» AIM OF THE TASK: An exact reproduction of the records is required, with all pictures omitted.

(Collected data entries)

===

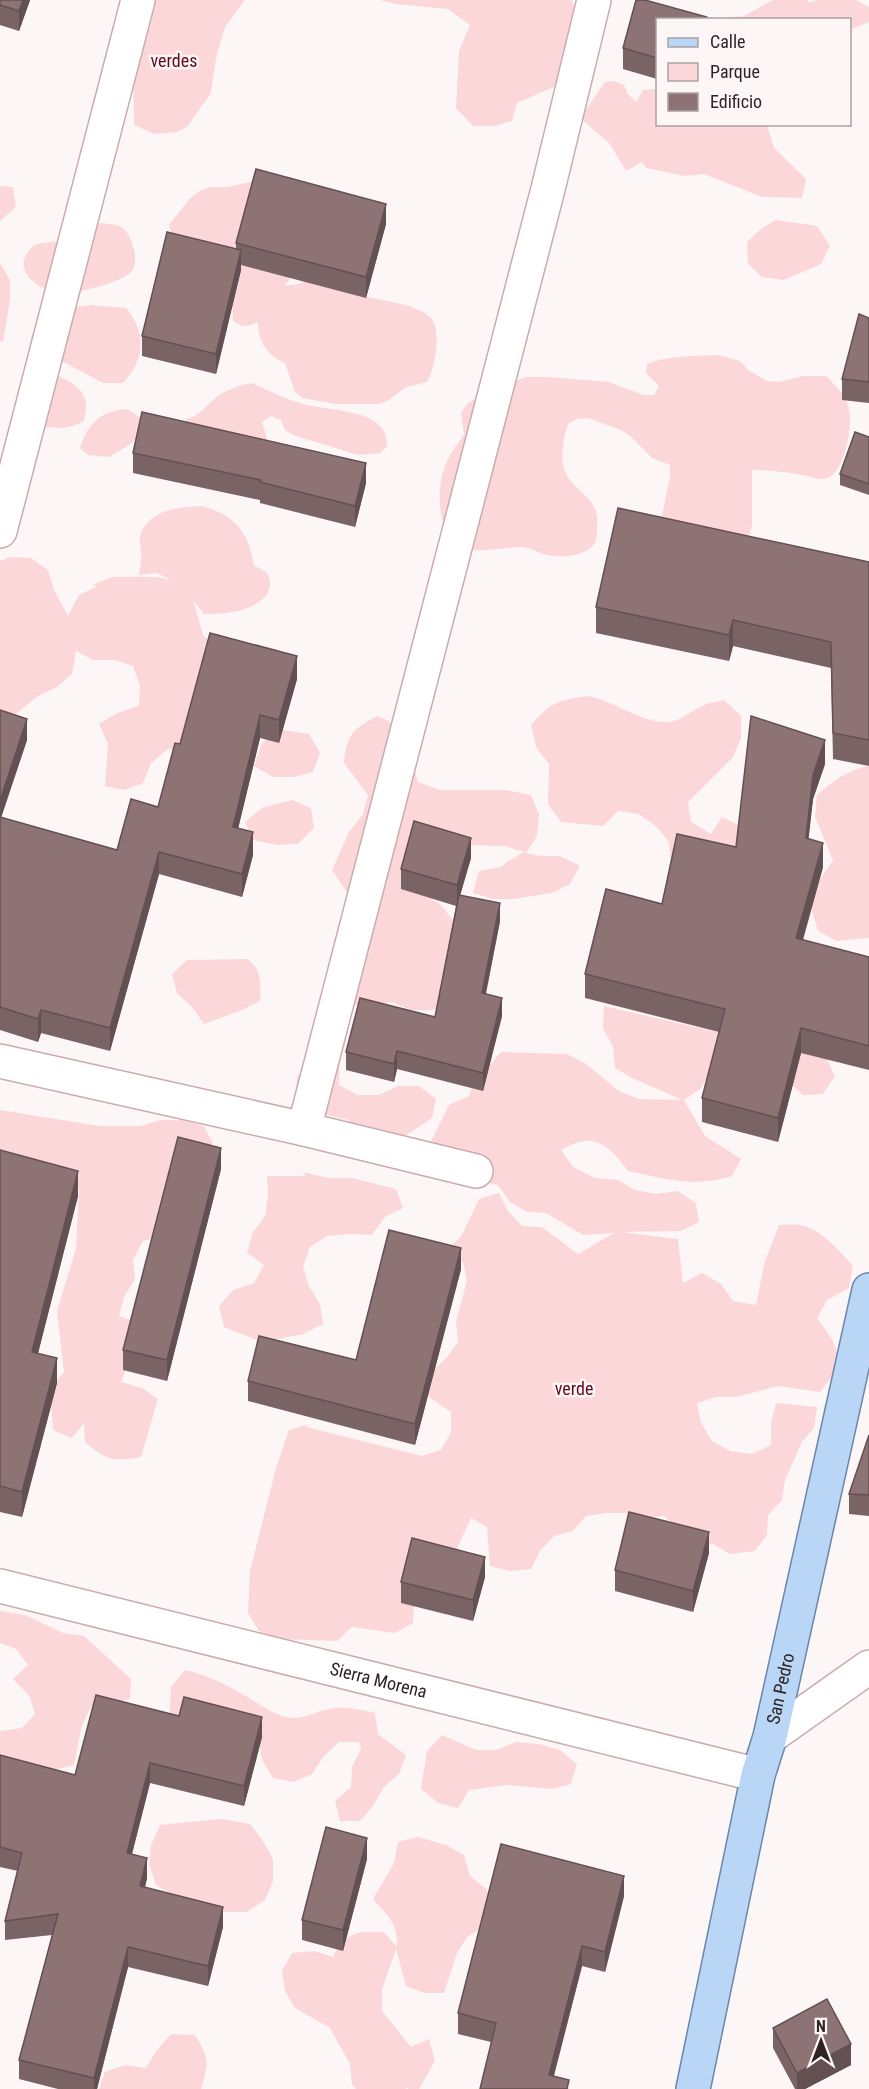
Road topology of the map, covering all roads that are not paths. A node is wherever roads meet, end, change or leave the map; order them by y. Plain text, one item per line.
1 (138, 0) edge
2 (594, 0) edge
3 (0, 531) edge
4 (0, 1061) edge
5 (304, 1129) junction
6 (476, 1171) dead end
7 (869, 1290) edge
8 (0, 1586) edge
9 (869, 1667) edge
10 (770, 1737) junction
11 (758, 1775) junction
12 (693, 2089) edge

1 - 3 street
2 - 5 street
4 - 5 street
5 - 6 street
7 - 10 main road, San Pedro
8 - 11 street, Sierra Morena
9 - 10 street
10 - 11 main road, San Pedro
11 - 12 main road, San Pedro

===

» WORKED SOLUTION:
Road topology of the map, covering all roads that are not paths. A node is wherever roads meet, end, change or leave the map; order them by y. Plain text, one item per line.
1 (138, 0) edge
2 (594, 0) edge
3 (0, 531) edge
4 (0, 1061) edge
5 (304, 1129) junction
6 (476, 1171) dead end
7 (869, 1290) edge
8 (0, 1586) edge
9 (869, 1667) edge
10 (770, 1737) junction
11 (758, 1775) junction
12 (693, 2089) edge

1 - 3 street
2 - 5 street
4 - 5 street
5 - 6 street
7 - 10 main road, San Pedro
8 - 11 street, Sierra Morena
9 - 10 street
10 - 11 main road, San Pedro
11 - 12 main road, San Pedro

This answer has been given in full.